When you’re told that success is all up to you and you do everything you can, yet meet with opposition
it makes you want to sit back and take stock of the situation. It’s easy to become disenchanted. To
want to give up.
But there is another way. If #1 above never happens, you must find a way to have #2.
I want to be happy now. And sometimes happiness is found in settling for what you’ve got. Being
grateful, even.
I mean….bottom line, in America (for the most part), we are blessed. We have enough. Commercialism
and materialism and capitalism…they don’t want you to settle. Their profits are driven by your
restlessness and constant search for your own personal El Dorado.

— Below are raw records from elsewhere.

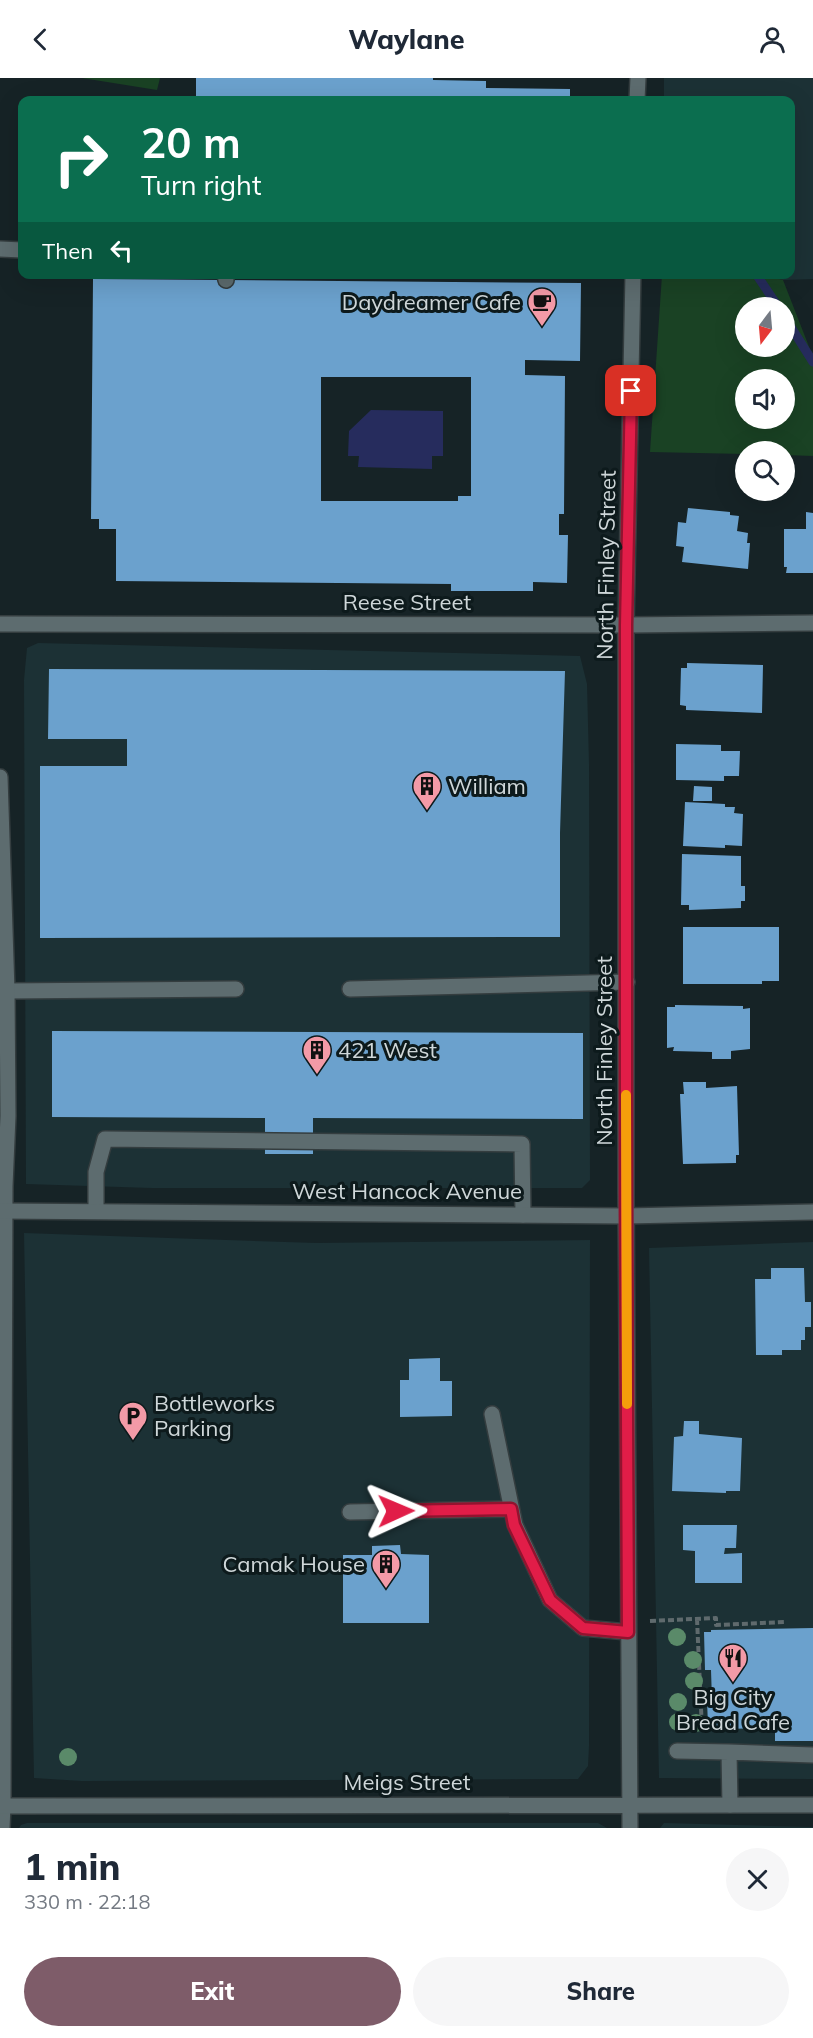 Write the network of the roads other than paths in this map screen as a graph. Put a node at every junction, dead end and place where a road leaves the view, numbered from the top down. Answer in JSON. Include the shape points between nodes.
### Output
{"nodes":[{"id":1,"x":638,"y":78,"type":"edge"},
{"id":2,"x":638,"y":96,"type":"edge"},
{"id":3,"x":0,"y":249,"type":"edge"},
{"id":4,"x":18,"y":250,"type":"edge"},
{"id":5,"x":633,"y":279,"type":"edge"},
{"id":6,"x":813,"y":623,"type":"edge"},
{"id":7,"x":0,"y":624,"type":"edge"},
{"id":8,"x":626,"y":625,"type":"junction"},
{"id":9,"x":0,"y":777,"type":"edge"},
{"id":10,"x":627,"y":982,"type":"junction"},
{"id":11,"x":236,"y":989,"type":"dead end"},
{"id":12,"x":350,"y":989,"type":"dead end"},
{"id":13,"x":7,"y":991,"type":"junction"},
{"id":14,"x":3,"y":1211,"type":"edge"},
{"id":15,"x":96,"y":1211,"type":"junction"},
{"id":16,"x":813,"y":1212,"type":"edge"},
{"id":17,"x":523,"y":1215,"type":"junction"},
{"id":18,"x":626,"y":1216,"type":"junction"},
{"id":19,"x":492,"y":1414,"type":"dead end"},
{"id":20,"x":2,"y":1489,"type":"edge"},
{"id":21,"x":511,"y":1509,"type":"junction"},
{"id":22,"x":350,"y":1512,"type":"dead end"},
{"id":23,"x":628,"y":1627,"type":"junction"},
{"id":24,"x":677,"y":1751,"type":"dead end"},
{"id":25,"x":729,"y":1752,"type":"junction"},
{"id":26,"x":813,"y":1755,"type":"edge"},
{"id":27,"x":813,"y":1804,"type":"edge"},
{"id":28,"x":630,"y":1805,"type":"junction"},
{"id":29,"x":730,"y":1805,"type":"junction"},
{"id":30,"x":2,"y":1806,"type":"edge"},
{"id":31,"x":2,"y":1828,"type":"edge"},
{"id":32,"x":630,"y":1828,"type":"edge"}],
"edges":[{"from":1,"to":2,"type":"street"},
{"from":3,"to":4,"type":"street"},
{"from":5,"to":8,"type":"street","name":"North Finley Street"},
{"from":6,"to":8,"type":"street","name":"Reese Street"},
{"from":7,"to":8,"type":"street","name":"Reese Street"},
{"from":8,"to":10,"type":"street","name":"North Finley Street"},
{"from":9,"to":13,"type":"street"},
{"from":10,"to":12,"type":"street"},
{"from":10,"to":18,"type":"street","name":"North Finley Street"},
{"from":11,"to":13,"type":"street"},
{"from":13,"to":14,"type":"street","via":[[8,1116]]},
{"from":14,"to":15,"type":"street","name":"West Hancock Avenue"},
{"from":14,"to":20,"type":"street"},
{"from":15,"to":17,"type":"street","name":"West Hancock Avenue"},
{"from":15,"to":17,"type":"street","via":[[96,1172],[105,1139],[522,1144]]},
{"from":16,"to":18,"type":"street","name":"West Hancock Avenue"},
{"from":17,"to":18,"type":"street","name":"West Hancock Avenue"},
{"from":18,"to":23,"type":"street","name":"North Finley Street"},
{"from":19,"to":21,"type":"street"},
{"from":20,"to":30,"type":"street"},
{"from":21,"to":22,"type":"street"},
{"from":21,"to":23,"type":"street","via":[[514,1525],[550,1600],[583,1628]]},
{"from":23,"to":28,"type":"street","name":"North Finley Street"},
{"from":24,"to":25,"type":"street"},
{"from":25,"to":26,"type":"street"},
{"from":25,"to":29,"type":"street"},
{"from":27,"to":29,"type":"street","name":"Meigs Street"},
{"from":28,"to":29,"type":"street","name":"Meigs Street"},
{"from":28,"to":30,"type":"street","name":"Meigs Street"},
{"from":28,"to":32,"type":"street","name":"North Finley Street"},
{"from":30,"to":31,"type":"street"}]}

What if El Dorado, Utopia, Life As We Want It, never happens? Will this all be a waste because you
never appreciated what you had?
Or, like me, are you going to look back at the hard times and wished you had appreciated the good you
had? I’ve struggled with money so much that I didn’t see the other abundance. It’s hard to appreciate
the house when you’re struggling to pay the mortgage once every two months. Just like a newborn ceases it’s adorable-ness when he/she is screaming his/her head off for the third straight hour in the
middle of the night and you just want to simply sleep, we forget what good we have in our very arms
when we only hear and see (pay attention to) the screaming. There is joy in today. I want to see it and embrace it before it’s too late. I have to accept that at same
point, I may not achieve what I want.
Because what’s the alternative? I do get it but at the sacrifice of every living moment until then? I have
to be able to enjoy now, even as strive for tomorrow.

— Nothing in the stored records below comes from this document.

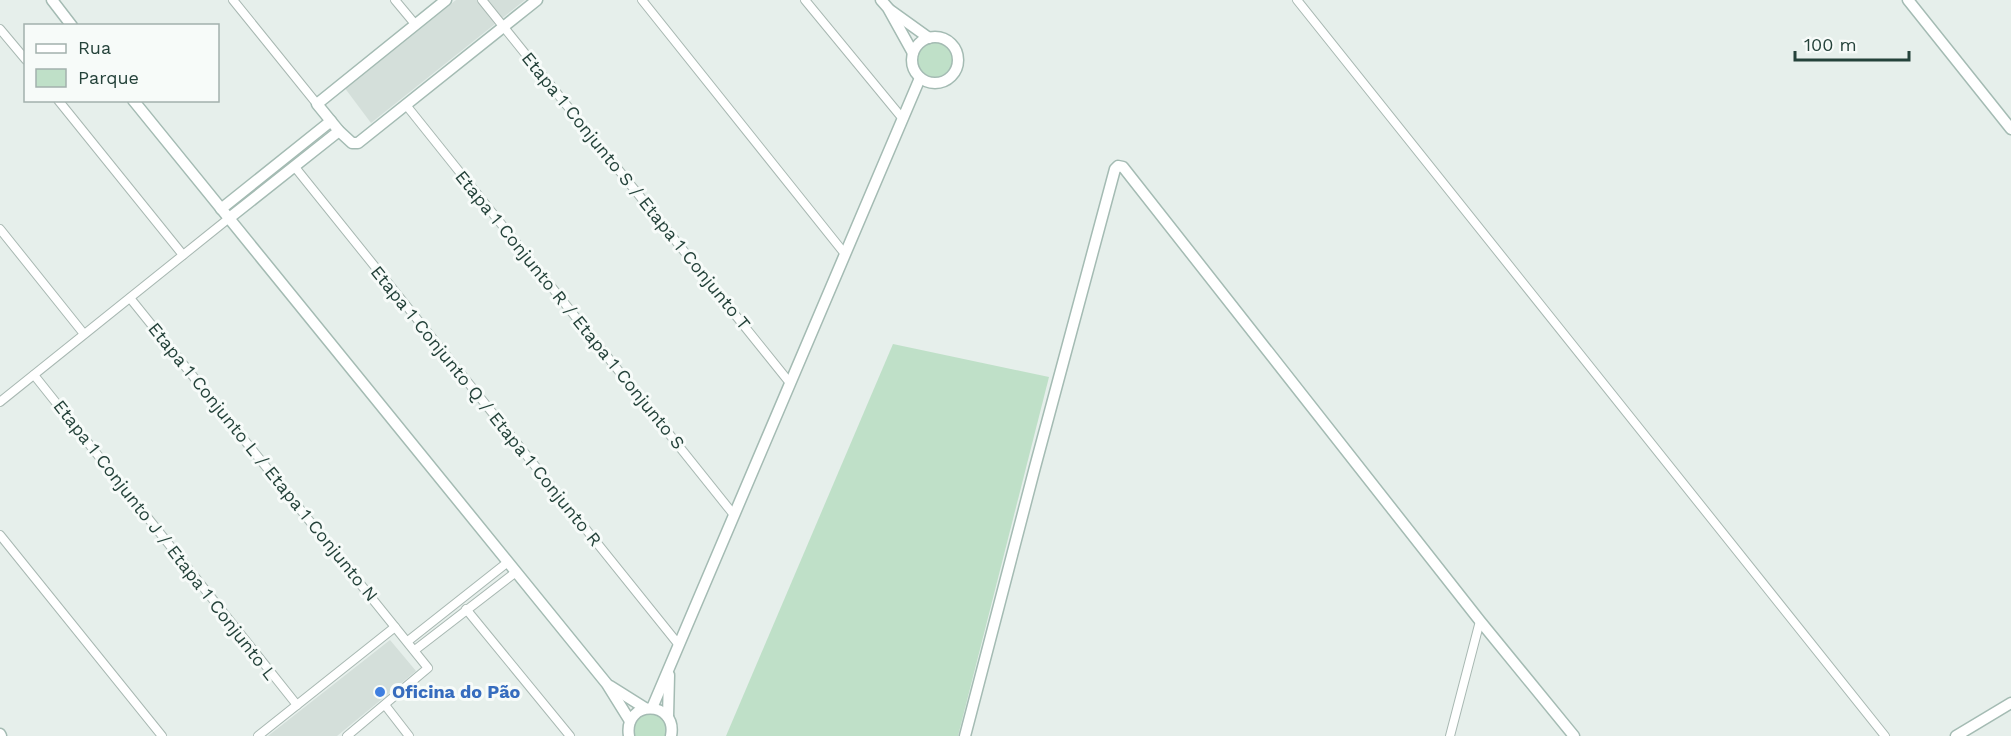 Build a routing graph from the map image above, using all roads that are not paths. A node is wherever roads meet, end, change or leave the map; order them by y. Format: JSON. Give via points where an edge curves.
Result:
{"nodes":[{"id":1,"x":52,"y":0,"type":"edge"},
{"id":2,"x":233,"y":0,"type":"edge"},
{"id":3,"x":396,"y":0,"type":"edge"},
{"id":4,"x":446,"y":0,"type":"edge"},
{"id":5,"x":482,"y":0,"type":"edge"},
{"id":6,"x":537,"y":0,"type":"edge"},
{"id":7,"x":642,"y":0,"type":"edge"},
{"id":8,"x":805,"y":0,"type":"edge"},
{"id":9,"x":1297,"y":0,"type":"edge"},
{"id":10,"x":1908,"y":0,"type":"edge"},
{"id":11,"x":885,"y":4,"type":"edge"},
{"id":12,"x":70,"y":24,"type":"edge"},
{"id":13,"x":415,"y":24,"type":"junction"},
{"id":14,"x":503,"y":27,"type":"junction"},
{"id":15,"x":0,"y":29,"type":"edge"},
{"id":16,"x":929,"y":38,"type":"junction"},
{"id":17,"x":913,"y":53,"type":"junction"},
{"id":18,"x":24,"y":58,"type":"edge"},
{"id":19,"x":920,"y":78,"type":"junction"},
{"id":20,"x":60,"y":102,"type":"edge"},
{"id":21,"x":135,"y":102,"type":"edge"},
{"id":22,"x":317,"y":104,"type":"junction"},
{"id":23,"x":406,"y":105,"type":"junction"},
{"id":24,"x":903,"y":119,"type":"junction"},
{"id":25,"x":331,"y":122,"type":"junction"},
{"id":26,"x":2011,"y":129,"type":"edge"},
{"id":27,"x":339,"y":131,"type":"junction"},
{"id":28,"x":294,"y":166,"type":"junction"},
{"id":29,"x":221,"y":209,"type":"junction"},
{"id":30,"x":228,"y":219,"type":"junction"},
{"id":31,"x":0,"y":229,"type":"edge"},
{"id":32,"x":845,"y":254,"type":"junction"},
{"id":33,"x":183,"y":255,"type":"junction"},
{"id":34,"x":130,"y":297,"type":"junction"},
{"id":35,"x":84,"y":334,"type":"junction"},
{"id":36,"x":34,"y":375,"type":"junction"},
{"id":37,"x":790,"y":382,"type":"junction"},
{"id":38,"x":0,"y":402,"type":"edge"},
{"id":39,"x":734,"y":515,"type":"junction"},
{"id":40,"x":0,"y":535,"type":"edge"},
{"id":41,"x":508,"y":562,"type":"junction"},
{"id":42,"x":516,"y":572,"type":"junction"},
{"id":43,"x":466,"y":609,"type":"junction"},
{"id":44,"x":1480,"y":621,"type":"junction"},
{"id":45,"x":395,"y":627,"type":"junction"},
{"id":46,"x":408,"y":641,"type":"junction"},
{"id":47,"x":679,"y":645,"type":"junction"},
{"id":48,"x":415,"y":650,"type":"junction"},
{"id":49,"x":669,"y":672,"type":"junction"},
{"id":50,"x":607,"y":684,"type":"junction"},
{"id":51,"x":2011,"y":703,"type":"edge"},
{"id":52,"x":297,"y":705,"type":"junction"},
{"id":53,"x":385,"y":705,"type":"junction"},
{"id":54,"x":649,"y":708,"type":"junction"},
{"id":55,"x":668,"y":717,"type":"junction"},
{"id":56,"x":630,"y":721,"type":"junction"},
{"id":57,"x":162,"y":736,"type":"edge"},
{"id":58,"x":258,"y":736,"type":"edge"},
{"id":59,"x":347,"y":736,"type":"edge"},
{"id":60,"x":409,"y":736,"type":"edge"},
{"id":61,"x":570,"y":736,"type":"edge"},
{"id":62,"x":629,"y":736,"type":"edge"},
{"id":63,"x":671,"y":736,"type":"edge"},
{"id":64,"x":965,"y":736,"type":"edge"},
{"id":65,"x":1450,"y":736,"type":"edge"},
{"id":66,"x":1574,"y":736,"type":"edge"},
{"id":67,"x":1885,"y":736,"type":"edge"},
{"id":68,"x":1956,"y":736,"type":"edge"}],
"edges":[{"from":1,"to":12,"type":"street"},
{"from":2,"to":22,"type":"street"},
{"from":3,"to":13,"type":"street"},
{"from":4,"to":13,"type":"street"},
{"from":5,"to":14,"type":"street","name":"Etapa 1 Conjunto S / Etapa 1 Conjunto T"},
{"from":6,"to":14,"type":"street"},
{"from":7,"to":32,"type":"street"},
{"from":8,"to":24,"type":"street"},
{"from":9,"to":67,"type":"street"},
{"from":10,"to":26,"type":"street"},
{"from":11,"to":16,"type":"street"},
{"from":11,"to":17,"type":"street"},
{"from":13,"to":22,"type":"street"},
{"from":14,"to":23,"type":"street"},
{"from":14,"to":37,"type":"street","name":"Etapa 1 Conjunto S / Etapa 1 Conjunto T"},
{"from":15,"to":18,"type":"street"},
{"from":16,"to":17,"type":"street"},
{"from":16,"to":19,"type":"street","via":[[949,42],[957,54],[956,68],[940,82]]},
{"from":17,"to":19,"type":"street","via":[[913,67]]},
{"from":19,"to":24,"type":"street"},
{"from":20,"to":33,"type":"street"},
{"from":21,"to":29,"type":"street"},
{"from":22,"to":25,"type":"street"},
{"from":23,"to":27,"type":"street","via":[[358,143],[352,143]]},
{"from":23,"to":39,"type":"street","name":"Etapa 1 Conjunto R / Etapa 1 Conjunto S"},
{"from":24,"to":32,"type":"street"},
{"from":25,"to":27,"type":"street"},
{"from":25,"to":29,"type":"street"},
{"from":27,"to":28,"type":"street"},
{"from":28,"to":30,"type":"street"},
{"from":28,"to":47,"type":"street","name":"Etapa 1 Conjunto Q / Etapa 1 Conjunto R"},
{"from":29,"to":30,"type":"street"},
{"from":30,"to":33,"type":"street"},
{"from":30,"to":41,"type":"street"},
{"from":31,"to":35,"type":"street"},
{"from":32,"to":37,"type":"street"},
{"from":33,"to":34,"type":"street"},
{"from":34,"to":35,"type":"street"},
{"from":34,"to":45,"type":"street","name":"Etapa 1 Conjunto L / Etapa 1 Conjunto N"},
{"from":35,"to":36,"type":"street"},
{"from":36,"to":38,"type":"street"},
{"from":36,"to":52,"type":"street","name":"Etapa 1 Conjunto J / Etapa 1 Conjunto L"},
{"from":37,"to":39,"type":"street"},
{"from":39,"to":47,"type":"street"},
{"from":40,"to":57,"type":"street"},
{"from":41,"to":42,"type":"street"},
{"from":41,"to":46,"type":"street"},
{"from":42,"to":43,"type":"street"},
{"from":42,"to":50,"type":"street"},
{"from":43,"to":48,"type":"street"},
{"from":43,"to":61,"type":"street"},
{"from":44,"to":64,"type":"street","via":[[1123,167],[1118,166]]},
{"from":44,"to":65,"type":"street"},
{"from":44,"to":66,"type":"street"},
{"from":45,"to":46,"type":"street","name":"Etapa 1 Conjunto L / Etapa 1 Conjunto N"},
{"from":45,"to":52,"type":"street"},
{"from":46,"to":48,"type":"street","name":"Etapa 1 Conjunto L / Etapa 1 Conjunto N"},
{"from":47,"to":49,"type":"street"},
{"from":48,"to":53,"type":"street","name":"Etapa 1 Conjunto L / Etapa 1 Conjunto N","via":[[428,669]]},
{"from":49,"to":54,"type":"street"},
{"from":49,"to":55,"type":"street"},
{"from":50,"to":54,"type":"street"},
{"from":50,"to":56,"type":"street"},
{"from":51,"to":68,"type":"street"},
{"from":52,"to":58,"type":"street"},
{"from":53,"to":59,"type":"street"},
{"from":53,"to":60,"type":"street"},
{"from":54,"to":55,"type":"street"},
{"from":54,"to":56,"type":"street","via":[[633,715]]},
{"from":55,"to":63,"type":"street"},
{"from":56,"to":62,"type":"street"}]}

I’ve written before about how to manifest and it always seems to be that when you let go of what you
want, that desperate death grip you have on it. When you lower your bar to what is already here in
your life and stop aiming for those stars but instead appreciate the flowers at your feet, something
magical happens. You become happy, now.
It’s a paradox that in order to be happy you need both to accept the now and strive for the future. They
are not mutually exclusive. And it is confusing at times. It’s hard to encompass these dual states.